I would say that if the moss you have used and have had success with then be used in this new enclosure set up...and remember, dirt is just dusty---


----------



## Thalatte (Dec 16, 2012)

Using a mixture of play sand and dirt will hold humidity rather well and will also have a better consistency for holding burrows when it is packed down real well.


----------



## PowersSax911 (Dec 16, 2012)

Do Greek tortoises make burrows in captivity? My Greek loves to dig.


----------



## Millerlite (Dec 16, 2012)

I use soil mixed with moss it's good for the toetoises I have, holds moisture well and they can dig it. 

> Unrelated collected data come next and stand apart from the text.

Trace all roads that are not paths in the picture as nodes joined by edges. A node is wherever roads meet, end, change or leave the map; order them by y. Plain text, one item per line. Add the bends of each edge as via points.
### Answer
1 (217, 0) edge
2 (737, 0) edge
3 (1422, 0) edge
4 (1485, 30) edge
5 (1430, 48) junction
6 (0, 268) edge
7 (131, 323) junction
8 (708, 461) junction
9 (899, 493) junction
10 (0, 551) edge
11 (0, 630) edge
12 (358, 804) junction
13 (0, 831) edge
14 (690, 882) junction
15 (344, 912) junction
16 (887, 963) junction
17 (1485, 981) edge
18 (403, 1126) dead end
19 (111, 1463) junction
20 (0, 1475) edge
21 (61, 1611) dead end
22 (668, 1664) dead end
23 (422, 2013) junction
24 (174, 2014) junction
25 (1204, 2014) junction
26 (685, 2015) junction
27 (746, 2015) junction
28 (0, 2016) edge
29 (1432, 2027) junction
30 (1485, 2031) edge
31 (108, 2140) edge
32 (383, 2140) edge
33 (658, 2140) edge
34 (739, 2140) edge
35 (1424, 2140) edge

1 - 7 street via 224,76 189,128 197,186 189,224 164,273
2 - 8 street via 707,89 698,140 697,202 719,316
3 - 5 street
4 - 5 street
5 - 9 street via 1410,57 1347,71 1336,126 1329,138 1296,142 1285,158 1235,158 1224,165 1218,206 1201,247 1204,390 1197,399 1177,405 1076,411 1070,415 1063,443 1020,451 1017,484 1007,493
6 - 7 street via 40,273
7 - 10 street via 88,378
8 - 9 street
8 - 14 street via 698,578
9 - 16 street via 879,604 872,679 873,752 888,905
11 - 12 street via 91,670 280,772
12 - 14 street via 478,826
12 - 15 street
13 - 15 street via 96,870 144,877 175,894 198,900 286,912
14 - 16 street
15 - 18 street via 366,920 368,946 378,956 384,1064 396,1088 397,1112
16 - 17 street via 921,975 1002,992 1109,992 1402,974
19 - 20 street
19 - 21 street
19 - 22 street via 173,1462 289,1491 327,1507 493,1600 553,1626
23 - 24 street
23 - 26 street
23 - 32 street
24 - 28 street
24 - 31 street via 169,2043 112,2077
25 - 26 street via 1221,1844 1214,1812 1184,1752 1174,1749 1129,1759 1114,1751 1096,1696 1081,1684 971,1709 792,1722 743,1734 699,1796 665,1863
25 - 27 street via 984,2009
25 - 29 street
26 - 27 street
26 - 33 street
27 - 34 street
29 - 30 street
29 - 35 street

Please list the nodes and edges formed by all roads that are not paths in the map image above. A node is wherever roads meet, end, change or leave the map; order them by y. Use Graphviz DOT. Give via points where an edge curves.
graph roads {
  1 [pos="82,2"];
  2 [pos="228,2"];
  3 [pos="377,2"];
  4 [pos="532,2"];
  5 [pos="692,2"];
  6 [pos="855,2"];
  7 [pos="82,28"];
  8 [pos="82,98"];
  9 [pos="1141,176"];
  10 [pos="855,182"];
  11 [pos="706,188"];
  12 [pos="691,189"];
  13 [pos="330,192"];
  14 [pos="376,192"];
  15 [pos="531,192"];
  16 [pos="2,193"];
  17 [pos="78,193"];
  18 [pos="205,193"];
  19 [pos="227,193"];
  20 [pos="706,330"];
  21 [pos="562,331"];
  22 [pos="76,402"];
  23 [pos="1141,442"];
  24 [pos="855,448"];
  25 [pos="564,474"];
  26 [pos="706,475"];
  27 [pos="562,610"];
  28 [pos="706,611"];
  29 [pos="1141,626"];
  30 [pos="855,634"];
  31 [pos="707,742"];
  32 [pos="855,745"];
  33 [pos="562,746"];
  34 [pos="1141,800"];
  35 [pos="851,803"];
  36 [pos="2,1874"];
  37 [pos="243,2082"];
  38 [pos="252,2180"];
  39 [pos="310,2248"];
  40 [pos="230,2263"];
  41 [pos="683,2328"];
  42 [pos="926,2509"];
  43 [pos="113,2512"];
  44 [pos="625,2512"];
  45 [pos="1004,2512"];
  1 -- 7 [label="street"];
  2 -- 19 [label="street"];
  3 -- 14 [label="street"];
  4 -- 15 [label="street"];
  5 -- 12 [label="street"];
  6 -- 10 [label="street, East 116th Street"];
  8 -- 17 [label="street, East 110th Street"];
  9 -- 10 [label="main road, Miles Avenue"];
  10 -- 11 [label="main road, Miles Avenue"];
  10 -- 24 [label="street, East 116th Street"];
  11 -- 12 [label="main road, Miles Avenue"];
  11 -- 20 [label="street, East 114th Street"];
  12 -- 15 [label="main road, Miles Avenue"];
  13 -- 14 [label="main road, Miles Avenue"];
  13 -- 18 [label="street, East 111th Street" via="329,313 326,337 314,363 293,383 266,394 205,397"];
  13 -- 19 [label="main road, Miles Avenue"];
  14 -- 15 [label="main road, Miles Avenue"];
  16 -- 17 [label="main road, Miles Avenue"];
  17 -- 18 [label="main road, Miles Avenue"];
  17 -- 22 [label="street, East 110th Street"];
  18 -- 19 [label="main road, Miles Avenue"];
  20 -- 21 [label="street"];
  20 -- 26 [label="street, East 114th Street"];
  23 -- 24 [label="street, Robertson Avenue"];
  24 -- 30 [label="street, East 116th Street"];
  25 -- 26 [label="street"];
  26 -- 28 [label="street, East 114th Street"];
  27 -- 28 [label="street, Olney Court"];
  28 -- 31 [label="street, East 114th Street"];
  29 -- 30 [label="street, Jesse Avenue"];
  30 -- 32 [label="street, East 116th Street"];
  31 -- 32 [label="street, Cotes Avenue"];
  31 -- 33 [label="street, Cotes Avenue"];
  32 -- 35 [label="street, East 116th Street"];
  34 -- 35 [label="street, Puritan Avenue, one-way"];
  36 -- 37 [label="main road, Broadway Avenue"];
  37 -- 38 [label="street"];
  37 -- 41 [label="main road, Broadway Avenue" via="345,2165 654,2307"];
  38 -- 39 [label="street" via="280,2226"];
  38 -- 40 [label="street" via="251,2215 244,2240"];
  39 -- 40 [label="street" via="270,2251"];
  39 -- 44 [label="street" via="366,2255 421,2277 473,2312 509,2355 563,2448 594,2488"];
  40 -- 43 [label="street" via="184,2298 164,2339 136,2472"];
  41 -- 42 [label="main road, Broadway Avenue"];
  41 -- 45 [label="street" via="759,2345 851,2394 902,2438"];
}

Sad dirt mixture is good too I don't like messing with sand to much it just grainy, but there are a bunch of different substrates and mixes just depends on what you want


----------



## PowersSax911 (Dec 16, 2012)

What kind of dirt and what kind of moss. I'm just trying to get an idea of what I should get. I also heard that aspen moss was good too? The problem is that I am home for the month then back off for college. My parents are taking care of him quite well and need something that doesn't need misting because they'll forget to do it!


----------



## Millerlite (Dec 16, 2012)

I just use soil mixed with peat moss, probably two to one mix, but I out down soil and how much soil I want to use and depth and everything put a layer of peat most on top then turn it up. Mixes really well and I plant plants inside it seems to help. My toetoises also dig into it and sleep or dig little like holes and nap. My box turtles will dig 7 inches deep and sleep In it lol. Anyways on top of that ill put longer fibers of moss help with moisture, now that my guys are a tad bigger they Tend to mess up the too layer and it all ends up Blending.


----------



## Thalatte (Dec 17, 2012)

If given a chance they will dig burrows. I use play sand and peat moss in my mixtures in a 1:2 ratio. My sulcatas and desert tort love it. For my boxies I just have cypress chips and peat moss it doesn't hold burrows but they don't care. Any substrate you use will need to be moistened a little either by misting frequently or pouring water on it once in awhile.


----------



## Tom (Dec 17, 2012)

I prefer not to use any sand at all, not every mixture. I have seen far too many sand impactions and eye or skin irritations from it. There are safer better alternatives.


----------



## smarch (Dec 23, 2012)

I know this isn't my post but its simpler for the sake of things just to ask here since it is relatable. What exactly is an impaction, I've heard it several times (having my RT's first substrate as sand) but no one really explained what it is.


----------



## Team Gomberg (Dec 23, 2012)

Impaction would be a blockage, backed up pipes, etc. this would affect digestion and emptying the intestines. Problems would derive from this..


----------